Free Student Screenings

  Friday, February 26, 2:30 pm    


Traveling with Yoshitomo Nara
TORONTO PREMIERE
FREE STUDENT SCREENING
Miles Nadal JCC, Al Green Theatre
750 Spadina Avenue

Director: Koji Sakabe
Producer: Ryuichi Tokuyama
Distributor: Viz Pictures
Colour, 93 minutes, Japanese with English subtitles, 2007
Introduced by Leah Sandals, Associate Editor, Canadianart.ca

World-renowned Japanese pop artist Yoshitomo Nara has gained cult status for his paintings of menacing children, among other works. Traveling with Yoshitomo Nara reveals the artist’s personal world; it records the journey Nara took along with Hideki Toyoshima, the Graf AtoZ team and many others who contributed to the creation and ultimate destruction of his mammoth project AtoZ—a handmade exhibition in his hometown of Hirosaki featuring 26 rooms, one for each letter of the alphabet.
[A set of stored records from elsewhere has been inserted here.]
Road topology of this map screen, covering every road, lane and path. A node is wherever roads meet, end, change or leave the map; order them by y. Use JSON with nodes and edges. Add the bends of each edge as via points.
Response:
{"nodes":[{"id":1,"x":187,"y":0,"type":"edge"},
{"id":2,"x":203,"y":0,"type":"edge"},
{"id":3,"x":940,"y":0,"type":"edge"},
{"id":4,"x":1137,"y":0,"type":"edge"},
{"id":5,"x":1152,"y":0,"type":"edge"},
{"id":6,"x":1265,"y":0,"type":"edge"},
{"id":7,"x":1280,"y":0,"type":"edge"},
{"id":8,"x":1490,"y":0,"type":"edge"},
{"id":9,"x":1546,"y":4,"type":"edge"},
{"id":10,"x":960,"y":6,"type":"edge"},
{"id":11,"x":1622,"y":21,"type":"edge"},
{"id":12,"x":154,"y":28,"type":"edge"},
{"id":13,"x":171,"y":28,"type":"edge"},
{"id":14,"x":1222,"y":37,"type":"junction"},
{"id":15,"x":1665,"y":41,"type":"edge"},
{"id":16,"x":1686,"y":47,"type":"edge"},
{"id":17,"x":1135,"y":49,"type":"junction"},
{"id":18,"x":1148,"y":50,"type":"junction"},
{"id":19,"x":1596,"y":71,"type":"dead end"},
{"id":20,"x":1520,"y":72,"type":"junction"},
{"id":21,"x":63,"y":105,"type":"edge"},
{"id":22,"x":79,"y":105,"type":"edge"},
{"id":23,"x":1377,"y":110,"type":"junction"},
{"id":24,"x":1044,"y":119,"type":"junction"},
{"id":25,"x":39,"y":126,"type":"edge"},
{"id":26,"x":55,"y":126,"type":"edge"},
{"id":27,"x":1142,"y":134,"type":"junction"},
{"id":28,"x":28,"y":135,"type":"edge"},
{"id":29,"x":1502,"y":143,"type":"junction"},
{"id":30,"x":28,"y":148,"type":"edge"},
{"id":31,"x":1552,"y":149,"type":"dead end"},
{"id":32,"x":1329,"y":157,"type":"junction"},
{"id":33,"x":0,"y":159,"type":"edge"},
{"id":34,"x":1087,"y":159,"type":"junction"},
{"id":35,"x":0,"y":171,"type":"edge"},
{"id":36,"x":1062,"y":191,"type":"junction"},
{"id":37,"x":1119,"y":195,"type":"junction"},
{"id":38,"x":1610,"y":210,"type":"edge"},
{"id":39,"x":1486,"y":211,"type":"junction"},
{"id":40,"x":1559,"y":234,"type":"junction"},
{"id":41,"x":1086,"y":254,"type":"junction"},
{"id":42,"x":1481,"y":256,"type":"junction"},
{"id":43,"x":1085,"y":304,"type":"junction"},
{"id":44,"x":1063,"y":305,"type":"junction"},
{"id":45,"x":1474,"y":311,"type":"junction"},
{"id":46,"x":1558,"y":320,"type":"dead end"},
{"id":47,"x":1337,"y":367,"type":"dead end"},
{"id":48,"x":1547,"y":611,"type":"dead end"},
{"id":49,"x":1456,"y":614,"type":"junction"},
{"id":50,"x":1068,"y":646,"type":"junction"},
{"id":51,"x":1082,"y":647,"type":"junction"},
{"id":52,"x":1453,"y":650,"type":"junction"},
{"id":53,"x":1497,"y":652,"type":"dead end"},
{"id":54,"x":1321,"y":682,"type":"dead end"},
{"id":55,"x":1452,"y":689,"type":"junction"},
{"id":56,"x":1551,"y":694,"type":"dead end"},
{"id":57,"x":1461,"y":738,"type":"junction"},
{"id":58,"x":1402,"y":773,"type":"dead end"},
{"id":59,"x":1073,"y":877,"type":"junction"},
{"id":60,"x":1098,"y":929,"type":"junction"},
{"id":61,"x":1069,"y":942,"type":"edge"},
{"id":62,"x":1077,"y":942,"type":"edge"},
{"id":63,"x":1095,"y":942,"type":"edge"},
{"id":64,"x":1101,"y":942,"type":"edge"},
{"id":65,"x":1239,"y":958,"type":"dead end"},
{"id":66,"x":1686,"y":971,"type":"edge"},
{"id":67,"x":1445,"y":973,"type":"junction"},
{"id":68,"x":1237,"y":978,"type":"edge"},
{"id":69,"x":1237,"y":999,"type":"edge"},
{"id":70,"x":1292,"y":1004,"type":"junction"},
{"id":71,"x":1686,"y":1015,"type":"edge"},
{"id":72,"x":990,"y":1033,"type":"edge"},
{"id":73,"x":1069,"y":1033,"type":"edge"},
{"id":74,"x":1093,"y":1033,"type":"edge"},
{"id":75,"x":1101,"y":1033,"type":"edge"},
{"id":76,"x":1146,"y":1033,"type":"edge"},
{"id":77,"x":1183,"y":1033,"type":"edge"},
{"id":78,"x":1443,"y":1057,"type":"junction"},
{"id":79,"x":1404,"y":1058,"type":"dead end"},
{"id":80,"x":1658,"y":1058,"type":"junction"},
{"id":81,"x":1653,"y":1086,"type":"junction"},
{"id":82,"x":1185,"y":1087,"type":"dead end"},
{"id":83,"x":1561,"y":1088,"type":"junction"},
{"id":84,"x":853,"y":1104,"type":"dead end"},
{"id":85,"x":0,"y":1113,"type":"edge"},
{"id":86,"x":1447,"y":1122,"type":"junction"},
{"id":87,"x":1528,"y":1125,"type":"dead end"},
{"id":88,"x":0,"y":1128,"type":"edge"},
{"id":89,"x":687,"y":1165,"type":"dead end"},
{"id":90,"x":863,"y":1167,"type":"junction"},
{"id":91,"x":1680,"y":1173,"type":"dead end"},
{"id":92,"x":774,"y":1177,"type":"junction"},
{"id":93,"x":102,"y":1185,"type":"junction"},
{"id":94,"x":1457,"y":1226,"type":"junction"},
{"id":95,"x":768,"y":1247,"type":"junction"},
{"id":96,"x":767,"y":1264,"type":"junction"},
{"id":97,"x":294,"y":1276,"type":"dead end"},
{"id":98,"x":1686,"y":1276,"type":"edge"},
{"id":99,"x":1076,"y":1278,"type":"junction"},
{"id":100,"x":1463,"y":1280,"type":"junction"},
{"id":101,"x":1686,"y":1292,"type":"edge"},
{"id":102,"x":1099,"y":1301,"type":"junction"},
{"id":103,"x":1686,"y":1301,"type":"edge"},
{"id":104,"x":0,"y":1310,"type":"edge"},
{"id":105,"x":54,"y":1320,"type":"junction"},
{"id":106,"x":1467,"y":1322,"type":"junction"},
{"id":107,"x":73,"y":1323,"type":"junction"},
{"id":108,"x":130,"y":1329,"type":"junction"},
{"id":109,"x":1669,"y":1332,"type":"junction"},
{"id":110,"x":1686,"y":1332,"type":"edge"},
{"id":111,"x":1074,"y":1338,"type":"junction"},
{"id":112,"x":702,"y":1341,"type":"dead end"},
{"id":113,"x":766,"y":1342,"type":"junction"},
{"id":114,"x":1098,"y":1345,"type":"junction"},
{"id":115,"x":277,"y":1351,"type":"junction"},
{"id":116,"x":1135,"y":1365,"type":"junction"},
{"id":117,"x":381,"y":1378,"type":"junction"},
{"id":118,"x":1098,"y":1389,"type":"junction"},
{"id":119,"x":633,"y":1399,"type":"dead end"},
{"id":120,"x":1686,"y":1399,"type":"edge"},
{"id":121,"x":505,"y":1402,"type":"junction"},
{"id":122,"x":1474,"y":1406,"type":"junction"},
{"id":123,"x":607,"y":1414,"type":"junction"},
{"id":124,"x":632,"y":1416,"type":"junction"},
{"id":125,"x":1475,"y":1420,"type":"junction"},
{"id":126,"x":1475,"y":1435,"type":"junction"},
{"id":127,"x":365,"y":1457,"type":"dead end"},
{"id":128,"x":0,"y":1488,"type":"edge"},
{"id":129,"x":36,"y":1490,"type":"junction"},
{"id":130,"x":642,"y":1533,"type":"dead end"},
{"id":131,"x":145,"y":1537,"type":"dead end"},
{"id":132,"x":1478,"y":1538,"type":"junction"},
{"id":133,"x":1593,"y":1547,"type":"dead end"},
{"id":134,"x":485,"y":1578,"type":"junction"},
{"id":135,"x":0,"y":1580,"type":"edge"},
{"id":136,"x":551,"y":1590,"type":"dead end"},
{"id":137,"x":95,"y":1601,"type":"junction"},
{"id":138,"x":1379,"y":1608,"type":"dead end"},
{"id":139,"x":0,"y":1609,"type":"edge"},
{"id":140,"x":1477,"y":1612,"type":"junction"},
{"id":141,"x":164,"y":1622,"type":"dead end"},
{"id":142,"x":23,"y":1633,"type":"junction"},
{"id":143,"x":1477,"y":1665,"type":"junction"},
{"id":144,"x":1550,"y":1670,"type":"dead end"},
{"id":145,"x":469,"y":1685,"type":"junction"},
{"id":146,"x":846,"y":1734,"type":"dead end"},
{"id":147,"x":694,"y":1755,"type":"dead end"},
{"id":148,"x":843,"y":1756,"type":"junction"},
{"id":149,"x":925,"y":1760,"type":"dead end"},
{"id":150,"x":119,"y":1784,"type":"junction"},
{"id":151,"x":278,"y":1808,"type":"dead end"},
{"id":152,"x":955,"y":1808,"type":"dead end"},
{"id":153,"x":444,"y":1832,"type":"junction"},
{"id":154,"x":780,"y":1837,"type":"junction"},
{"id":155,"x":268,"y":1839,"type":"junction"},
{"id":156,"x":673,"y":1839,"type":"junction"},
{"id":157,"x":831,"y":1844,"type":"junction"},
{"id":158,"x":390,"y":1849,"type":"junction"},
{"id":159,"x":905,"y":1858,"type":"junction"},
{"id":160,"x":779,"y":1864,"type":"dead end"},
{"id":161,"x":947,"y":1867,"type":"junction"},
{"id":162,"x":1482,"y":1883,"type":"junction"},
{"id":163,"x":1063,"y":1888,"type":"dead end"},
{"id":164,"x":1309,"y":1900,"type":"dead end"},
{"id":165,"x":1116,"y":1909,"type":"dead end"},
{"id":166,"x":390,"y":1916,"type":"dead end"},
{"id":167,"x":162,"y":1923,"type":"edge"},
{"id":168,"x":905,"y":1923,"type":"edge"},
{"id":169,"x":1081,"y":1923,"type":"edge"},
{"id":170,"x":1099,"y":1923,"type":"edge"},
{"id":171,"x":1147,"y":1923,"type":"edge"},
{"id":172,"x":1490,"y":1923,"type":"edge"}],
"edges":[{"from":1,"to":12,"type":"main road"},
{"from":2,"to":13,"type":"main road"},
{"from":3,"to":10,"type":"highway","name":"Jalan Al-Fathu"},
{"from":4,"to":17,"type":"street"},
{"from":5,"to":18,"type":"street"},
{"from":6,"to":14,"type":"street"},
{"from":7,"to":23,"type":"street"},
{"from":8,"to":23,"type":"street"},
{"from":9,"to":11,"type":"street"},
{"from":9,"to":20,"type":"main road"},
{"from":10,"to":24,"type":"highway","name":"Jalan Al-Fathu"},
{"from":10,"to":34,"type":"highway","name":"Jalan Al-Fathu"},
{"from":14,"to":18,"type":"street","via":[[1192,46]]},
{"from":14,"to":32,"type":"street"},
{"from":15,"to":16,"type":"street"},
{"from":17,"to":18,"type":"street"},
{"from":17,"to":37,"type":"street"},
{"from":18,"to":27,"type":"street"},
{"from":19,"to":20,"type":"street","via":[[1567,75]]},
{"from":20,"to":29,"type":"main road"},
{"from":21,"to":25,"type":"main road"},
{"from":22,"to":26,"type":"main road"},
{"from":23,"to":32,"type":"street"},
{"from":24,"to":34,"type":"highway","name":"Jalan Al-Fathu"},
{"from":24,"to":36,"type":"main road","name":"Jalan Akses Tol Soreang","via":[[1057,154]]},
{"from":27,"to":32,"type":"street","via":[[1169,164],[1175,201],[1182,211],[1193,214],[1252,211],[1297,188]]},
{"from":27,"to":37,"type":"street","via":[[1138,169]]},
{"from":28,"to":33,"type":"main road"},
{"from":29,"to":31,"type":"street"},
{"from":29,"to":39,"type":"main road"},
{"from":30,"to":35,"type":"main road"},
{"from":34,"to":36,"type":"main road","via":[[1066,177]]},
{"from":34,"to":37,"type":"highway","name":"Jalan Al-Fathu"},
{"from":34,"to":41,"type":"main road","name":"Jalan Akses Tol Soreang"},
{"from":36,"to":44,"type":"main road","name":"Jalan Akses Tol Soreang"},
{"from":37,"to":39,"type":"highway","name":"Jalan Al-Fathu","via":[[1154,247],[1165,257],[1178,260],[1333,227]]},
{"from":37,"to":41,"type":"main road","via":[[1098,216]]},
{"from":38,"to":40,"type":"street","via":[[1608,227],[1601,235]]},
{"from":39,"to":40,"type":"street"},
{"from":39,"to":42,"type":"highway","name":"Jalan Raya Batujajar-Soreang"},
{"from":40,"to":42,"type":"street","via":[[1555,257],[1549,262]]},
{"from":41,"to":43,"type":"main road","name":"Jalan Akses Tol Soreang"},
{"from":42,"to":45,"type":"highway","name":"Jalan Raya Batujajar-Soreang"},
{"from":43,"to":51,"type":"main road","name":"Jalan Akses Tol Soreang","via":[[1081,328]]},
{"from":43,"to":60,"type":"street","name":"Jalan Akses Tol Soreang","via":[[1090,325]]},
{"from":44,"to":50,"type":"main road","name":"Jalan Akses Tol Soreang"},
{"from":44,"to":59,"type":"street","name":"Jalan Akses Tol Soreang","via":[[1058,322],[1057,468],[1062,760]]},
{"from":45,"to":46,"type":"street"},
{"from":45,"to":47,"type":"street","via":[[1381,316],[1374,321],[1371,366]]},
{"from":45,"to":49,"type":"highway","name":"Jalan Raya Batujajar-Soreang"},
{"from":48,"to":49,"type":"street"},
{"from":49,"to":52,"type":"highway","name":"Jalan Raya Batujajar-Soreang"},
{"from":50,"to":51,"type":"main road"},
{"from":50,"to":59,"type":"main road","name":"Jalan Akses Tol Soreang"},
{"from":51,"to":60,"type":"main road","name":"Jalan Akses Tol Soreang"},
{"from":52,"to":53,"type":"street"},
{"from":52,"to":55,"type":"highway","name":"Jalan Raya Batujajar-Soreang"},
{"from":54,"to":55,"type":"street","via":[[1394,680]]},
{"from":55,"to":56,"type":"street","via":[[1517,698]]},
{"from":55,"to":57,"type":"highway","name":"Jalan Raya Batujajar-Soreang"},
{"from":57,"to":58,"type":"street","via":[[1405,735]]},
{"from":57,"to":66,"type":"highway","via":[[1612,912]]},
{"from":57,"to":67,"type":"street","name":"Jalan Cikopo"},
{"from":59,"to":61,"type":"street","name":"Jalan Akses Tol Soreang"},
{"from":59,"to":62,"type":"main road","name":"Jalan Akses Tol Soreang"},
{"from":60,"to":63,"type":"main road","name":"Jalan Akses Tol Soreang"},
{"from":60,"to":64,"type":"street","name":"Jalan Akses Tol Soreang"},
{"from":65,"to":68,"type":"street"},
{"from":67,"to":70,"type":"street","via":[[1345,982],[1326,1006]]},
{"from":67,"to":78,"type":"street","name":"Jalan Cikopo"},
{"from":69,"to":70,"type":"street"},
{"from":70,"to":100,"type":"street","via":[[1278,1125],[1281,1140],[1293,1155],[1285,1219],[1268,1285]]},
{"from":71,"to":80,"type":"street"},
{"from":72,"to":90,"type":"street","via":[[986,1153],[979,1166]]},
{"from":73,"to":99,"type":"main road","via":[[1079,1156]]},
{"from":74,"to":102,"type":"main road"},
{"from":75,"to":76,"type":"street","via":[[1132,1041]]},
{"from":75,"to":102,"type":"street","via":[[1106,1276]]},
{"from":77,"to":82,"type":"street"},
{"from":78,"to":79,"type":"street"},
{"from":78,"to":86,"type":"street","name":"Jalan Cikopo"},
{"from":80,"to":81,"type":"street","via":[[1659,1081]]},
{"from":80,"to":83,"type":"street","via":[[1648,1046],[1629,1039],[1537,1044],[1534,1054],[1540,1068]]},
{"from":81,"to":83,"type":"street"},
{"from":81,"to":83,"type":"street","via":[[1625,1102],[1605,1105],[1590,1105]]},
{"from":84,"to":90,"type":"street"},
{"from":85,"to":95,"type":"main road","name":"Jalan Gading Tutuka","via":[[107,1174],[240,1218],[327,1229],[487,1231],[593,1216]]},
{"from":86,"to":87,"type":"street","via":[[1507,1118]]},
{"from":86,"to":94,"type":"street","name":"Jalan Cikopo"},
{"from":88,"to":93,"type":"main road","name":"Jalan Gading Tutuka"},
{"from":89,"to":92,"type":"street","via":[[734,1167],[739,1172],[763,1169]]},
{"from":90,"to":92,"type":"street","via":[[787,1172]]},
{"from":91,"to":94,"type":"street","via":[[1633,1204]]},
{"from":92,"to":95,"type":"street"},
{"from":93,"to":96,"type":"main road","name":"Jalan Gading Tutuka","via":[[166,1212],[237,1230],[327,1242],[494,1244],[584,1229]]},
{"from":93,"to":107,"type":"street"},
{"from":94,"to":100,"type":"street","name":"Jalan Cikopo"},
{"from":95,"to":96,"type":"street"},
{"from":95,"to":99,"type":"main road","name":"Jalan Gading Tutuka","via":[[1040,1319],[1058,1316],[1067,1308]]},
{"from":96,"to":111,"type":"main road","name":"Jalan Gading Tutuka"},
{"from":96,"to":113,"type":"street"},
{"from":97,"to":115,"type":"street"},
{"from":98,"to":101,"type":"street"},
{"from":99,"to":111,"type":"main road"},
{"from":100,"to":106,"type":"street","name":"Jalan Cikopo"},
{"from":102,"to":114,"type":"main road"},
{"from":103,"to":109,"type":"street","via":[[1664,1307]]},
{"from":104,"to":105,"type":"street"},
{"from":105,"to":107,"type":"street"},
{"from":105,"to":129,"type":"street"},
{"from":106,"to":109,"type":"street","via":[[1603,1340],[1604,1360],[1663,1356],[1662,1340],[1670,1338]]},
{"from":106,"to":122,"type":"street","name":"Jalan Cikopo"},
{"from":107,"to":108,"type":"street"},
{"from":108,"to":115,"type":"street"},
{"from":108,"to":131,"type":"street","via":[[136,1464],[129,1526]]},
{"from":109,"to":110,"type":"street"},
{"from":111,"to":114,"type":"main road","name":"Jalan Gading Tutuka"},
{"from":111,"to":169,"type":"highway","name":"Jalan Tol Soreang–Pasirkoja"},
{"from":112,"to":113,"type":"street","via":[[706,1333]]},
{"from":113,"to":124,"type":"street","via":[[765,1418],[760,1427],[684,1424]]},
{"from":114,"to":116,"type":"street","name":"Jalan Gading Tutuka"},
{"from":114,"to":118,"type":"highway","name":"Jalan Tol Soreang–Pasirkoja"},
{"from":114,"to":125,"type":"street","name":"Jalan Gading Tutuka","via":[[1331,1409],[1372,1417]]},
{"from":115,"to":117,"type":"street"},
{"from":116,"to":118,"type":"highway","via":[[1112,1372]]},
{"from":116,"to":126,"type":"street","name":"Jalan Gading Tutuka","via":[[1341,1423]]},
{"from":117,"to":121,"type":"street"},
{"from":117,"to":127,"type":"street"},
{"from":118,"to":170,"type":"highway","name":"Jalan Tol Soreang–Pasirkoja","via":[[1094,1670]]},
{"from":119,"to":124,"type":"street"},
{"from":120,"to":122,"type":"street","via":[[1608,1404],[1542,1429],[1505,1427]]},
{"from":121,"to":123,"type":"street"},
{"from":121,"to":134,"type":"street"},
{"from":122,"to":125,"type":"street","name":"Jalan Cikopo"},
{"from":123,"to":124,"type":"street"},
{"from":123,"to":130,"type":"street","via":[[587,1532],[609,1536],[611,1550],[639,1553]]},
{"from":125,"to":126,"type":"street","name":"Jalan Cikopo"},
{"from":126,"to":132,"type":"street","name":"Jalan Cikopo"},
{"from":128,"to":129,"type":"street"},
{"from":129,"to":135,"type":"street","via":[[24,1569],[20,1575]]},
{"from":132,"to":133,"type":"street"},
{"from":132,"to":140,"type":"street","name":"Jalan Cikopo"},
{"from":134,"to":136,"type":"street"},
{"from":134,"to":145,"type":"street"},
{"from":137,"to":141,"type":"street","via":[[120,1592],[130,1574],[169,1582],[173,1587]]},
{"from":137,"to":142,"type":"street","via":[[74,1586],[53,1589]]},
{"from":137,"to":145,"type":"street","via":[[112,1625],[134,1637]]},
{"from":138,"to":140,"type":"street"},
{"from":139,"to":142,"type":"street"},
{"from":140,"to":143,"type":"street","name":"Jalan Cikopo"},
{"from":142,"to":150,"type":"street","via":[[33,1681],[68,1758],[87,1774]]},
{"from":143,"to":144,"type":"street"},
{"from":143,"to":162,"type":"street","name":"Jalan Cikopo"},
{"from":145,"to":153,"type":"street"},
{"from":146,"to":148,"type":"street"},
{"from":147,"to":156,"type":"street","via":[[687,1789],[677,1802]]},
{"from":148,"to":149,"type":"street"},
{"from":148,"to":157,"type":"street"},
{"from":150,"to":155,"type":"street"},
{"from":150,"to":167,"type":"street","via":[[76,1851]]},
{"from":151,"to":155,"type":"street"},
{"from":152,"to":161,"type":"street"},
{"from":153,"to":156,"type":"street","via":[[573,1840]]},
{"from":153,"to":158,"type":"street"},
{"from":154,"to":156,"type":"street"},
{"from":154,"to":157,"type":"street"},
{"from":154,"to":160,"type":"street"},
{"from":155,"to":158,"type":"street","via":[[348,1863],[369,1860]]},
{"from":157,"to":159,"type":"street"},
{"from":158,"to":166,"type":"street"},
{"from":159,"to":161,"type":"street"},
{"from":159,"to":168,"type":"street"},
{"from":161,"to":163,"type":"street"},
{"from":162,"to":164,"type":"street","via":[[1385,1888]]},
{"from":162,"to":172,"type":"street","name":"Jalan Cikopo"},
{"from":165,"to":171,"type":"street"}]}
With Nara as leader, we see how this large creation began taking form and watch the development of a surprising outcome for both artwork and artist.

Born in 1973 in Fukushima, Japan, Koji Sakabe began working as an assistant director for informational television in 1993. He has been affiliated with Tohokushinsha Film Corporation since 1998, mainly working with documentaries and acting as producer and filming director. Traveling with Yoshitomo Nara is his first major release as a director.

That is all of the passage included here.